É certo que, o acto (a se) das partes de desistência e/ou transacção, pode também estar afectado de vícios próprios e específicos susceptíveis de conduzir à declaração da sua nulidade ou anulação [porque sujeitos, enquanto declarações negociais, ao regime geral dos negócios jurídicos dos arts. 217º e segs. do CC], mas, como decorre dos nºs 1 e 2 do artº 291º, do CPCivil [reza o nº2, que “O trânsito em julgado da sentença proferida sobre a confissão, a desistência ou a transacção não obsta a que se intente a acção destinada à declaração de nulidade ou à anulação de qualquer delas, ou se peça a revisão da sentença com esse fundamento, sem prejuízo da caducidade do direito à anulação“], para tanto carece a parte interessada/prejudicada de intentar a competente acção destinada à declaração da sua nulidade ou à sua anulação, sem prejuízo da caducidade do direito a esta última.
Em suma, não é de todo na própria acção em que tais actos são praticados que tem lugar a averiguação da pertinente e subjacente factualidade relacionada com a validade substantiva da desistência e/ou transacção, através de produção de prova, maxime da aferição se não enfermam eles de um qualquer vicio da vontade do declarante.
Mas, se dúvidas existissem no tocante ao acerto do acabado de aduzir, certo é que , em face do disposto no artº 146º do actual CPC [1 - É admissível a rectificação de erros de cálculo ou de escrita, revelados no contexto da peça processual apresentada. 2 - Deve ainda o juiz admitir, a requerimento da parte, o suprimento ou a correcção de vícios ou omissões puramente formais de actos praticados, desde que a falta não deva imputar-se a dolo ou culpa grave e o suprimento ou a correcção não implique prejuízo relevante para o regular andamento da causa“], dúvidas não se justificam no tocante à total impertinência de , na própria acção em que tenham sido produzidos/gerados, se aceitar a apreciação e discussão sobre a eventualidade de as subjacentes declarações de vontade estarem afectadas de um qualquer vício da vontade.
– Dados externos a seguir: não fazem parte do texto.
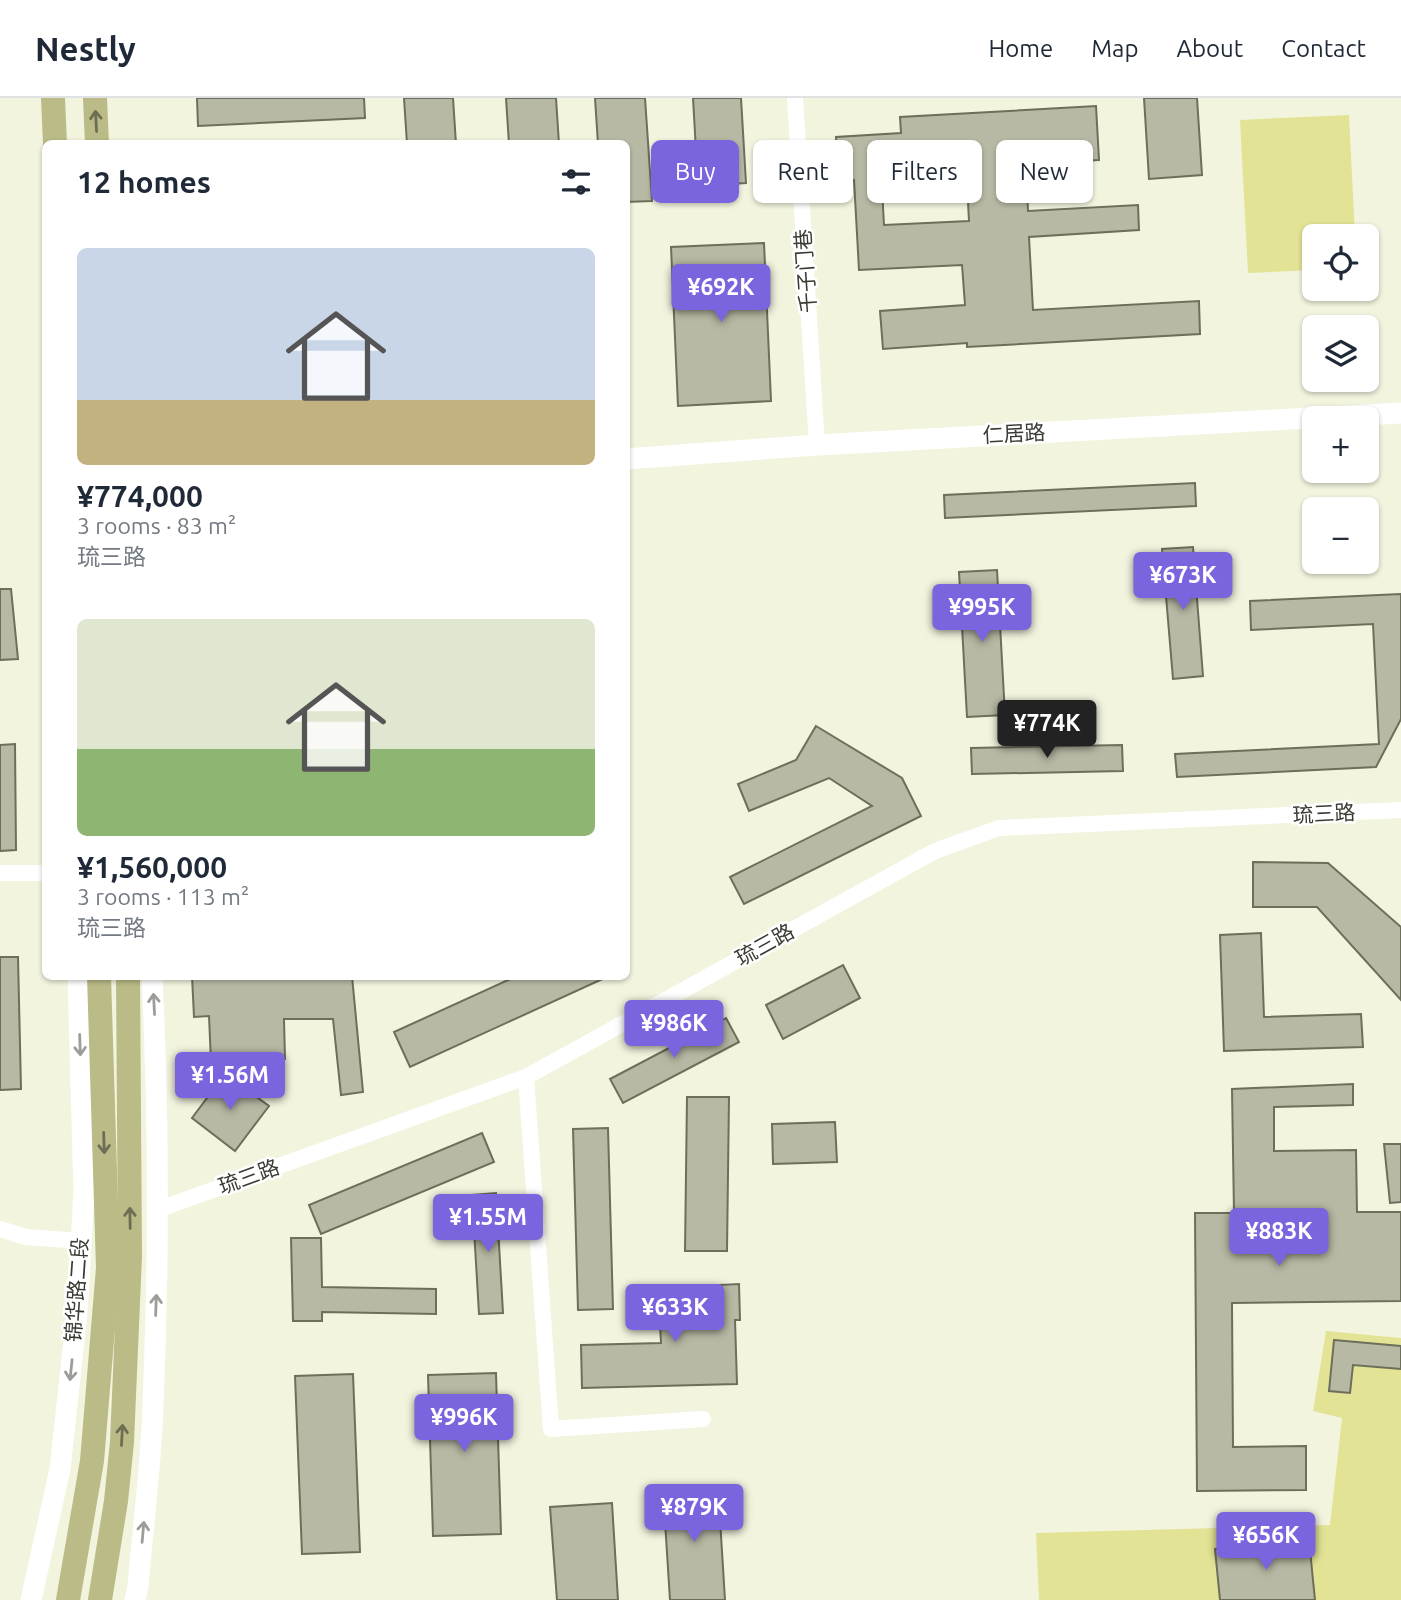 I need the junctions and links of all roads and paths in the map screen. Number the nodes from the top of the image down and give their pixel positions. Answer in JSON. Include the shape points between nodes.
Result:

É que, além de a possibilidade de suprimento ou correcção de vícios apenas ser possível em relação a vícios puramente formais, exigível é ainda que a referida correcção não implique prejuízo relevante para o regular andamento da causa [o que manifestamente não ocorrerá relativamente a incidente despoletado em sede de acção executiva , a qual, ao invés da acção declarativa - destinada a reconhecer ou a constituir um direito subjectivo do autor - tem por desiderato a realização coerciva de um direito já pré-reconhecido], o que não é o caso, porque obrigando necessariamente a respectiva resolução a produção de prova.
Em conclusão, não se justificando a rectificação do acto atravessado nos autos pelo exequente e executada em 13/7/2017 e ao abrigo do disposto no artº 146º do CPC [porque longe de evidenciar ele um qualquer erro de escrita e/ou um vício puramente formal] e, porque a respectiva anulação demanda a propositura da competente acção, não sendo a mesma susceptível de ser processada no âmbito da própria acção na qual foi ele praticado - cfr. artº 291º, nºs 1 e 2, do CPC -, nenhum reparo merece a decisão recorrida."